_Dataset entries_

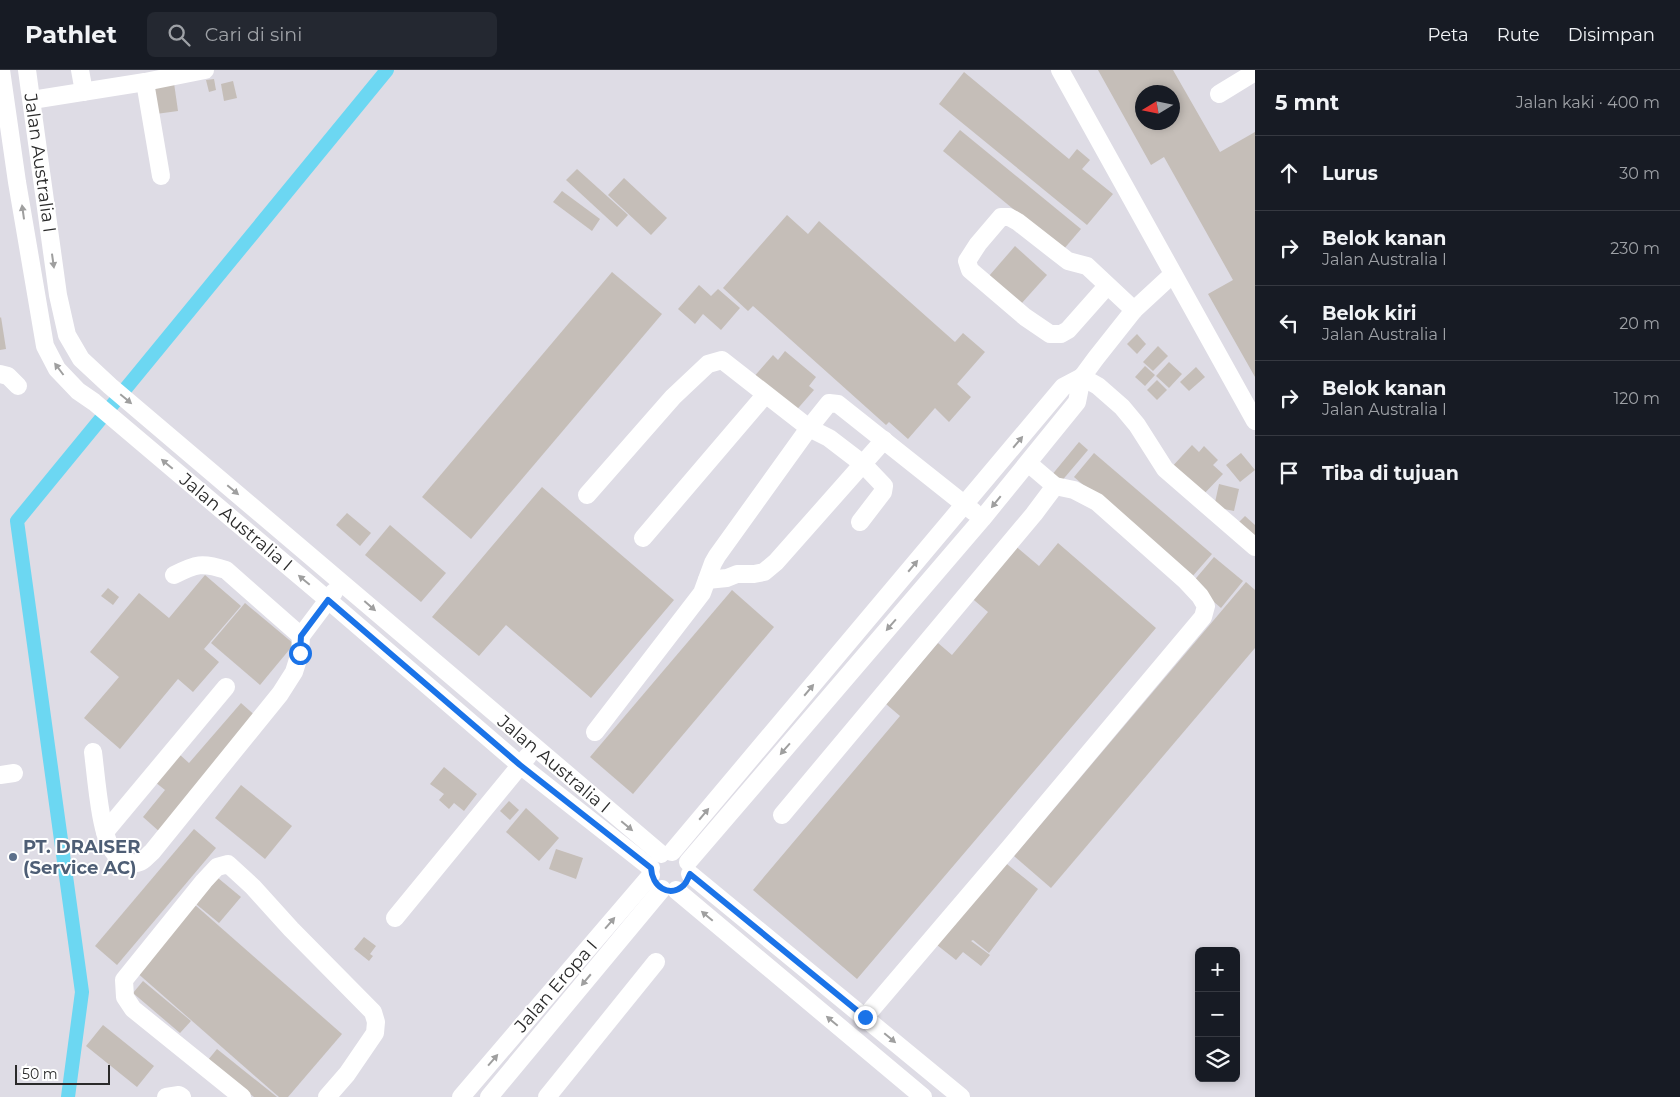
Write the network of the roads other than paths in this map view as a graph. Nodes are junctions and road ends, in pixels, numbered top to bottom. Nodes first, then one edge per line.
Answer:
1 (1, 70) edge
2 (27, 70) edge
3 (80, 70) edge
4 (205, 70) edge
5 (1060, 70) edge
6 (1255, 72) edge
7 (145, 82) junction
8 (84, 92) junction
9 (1219, 94) dead end
10 (32, 100) junction
11 (37, 144) junction
12 (6, 148) edge
13 (161, 176) dead end
14 (1173, 274) junction
15 (1107, 286) junction
16 (1134, 310) junction
17 (0, 374) edge
18 (1082, 377) junction
19 (18, 386) dead end
20 (765, 395) junction
21 (1255, 421) edge
22 (809, 428) junction
23 (884, 440) junction
24 (1028, 462) junction
25 (863, 464) junction
26 (1055, 486) junction
27 (587, 495) dead end
28 (965, 506) junction
29 (982, 519) junction
30 (860, 522) dead end
31 (643, 538) dead end
32 (1255, 548) edge
33 (174, 575) dead end
34 (707, 580) junction
35 (342, 582) junction
36 (328, 600) junction
37 (301, 636) junction
38 (226, 687) dead end
39 (595, 732) dead end
40 (535, 749) junction
41 (93, 752) dead end
42 (520, 765) junction
43 (782, 815) dead end
44 (105, 832) junction
45 (689, 868) junction
46 (662, 872) junction
47 (395, 918) dead end
48 (656, 962) dead end
49 (865, 1017) junction
50 (166, 1097) edge
51 (182, 1097) edge
52 (242, 1097) edge
53 (327, 1097) edge
54 (461, 1097) edge
55 (489, 1097) edge
56 (547, 1097) edge
57 (923, 1097) edge
58 (961, 1097) edge

1 - 12 lane, Jalan Australia I
2 - 10 lane, Jalan Australia I
3 - 8 lane
4 - 7 lane
5 - 14 lane
6 - 9 lane
7 - 8 lane
7 - 13 lane
8 - 10 lane
10 - 11 lane, Jalan Australia I
11 - 12 lane
11 -> 35 lane, Jalan Australia I
36 -> 12 lane, Jalan Australia I
14 - 16 lane
14 - 21 lane
15 - 15 lane
15 - 16 lane
16 - 18 lane
17 - 19 lane
18 - 24 lane
28 -> 18 lane
18 - 32 lane
20 - 22 lane
20 - 27 lane
20 - 31 lane
22 - 23 lane
22 - 25 lane
22 - 34 lane
23 - 25 lane
23 - 28 lane
24 - 26 lane
24 -> 29 lane
25 - 30 lane
25 - 34 lane
26 - 43 lane
26 - 49 lane
28 - 29 lane
46 -> 28 lane
29 -> 45 lane
33 - 37 lane
34 - 39 lane
35 - 36 lane
35 -> 40 lane, Jalan Australia I
36 - 37 lane
36 - 42 lane, Jalan Australia I
37 - 44 lane
38 - 44 lane
40 - 42 lane
40 -> 46 lane, Jalan Australia I
41 - 44 lane
42 - 46 lane, Jalan Australia I
42 - 47 lane
45 - 46 lane, Jalan Australia I
45 - 46 lane
45 - 49 lane, Jalan Australia I
54 -> 46 lane, Jalan Eropa I
46 -> 55 lane, Jalan Eropa I
57 -> 46 lane, Jalan Australia I
48 - 56 lane
49 -> 58 lane, Jalan Australia I
50 - 51 lane
52 - 53 lane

_Exercise details_
When the word "Eropa" appears in a line of the listing, copy that line.

_Answer to the exercise_
54 -> 46 lane, Jalan Eropa I
46 -> 55 lane, Jalan Eropa I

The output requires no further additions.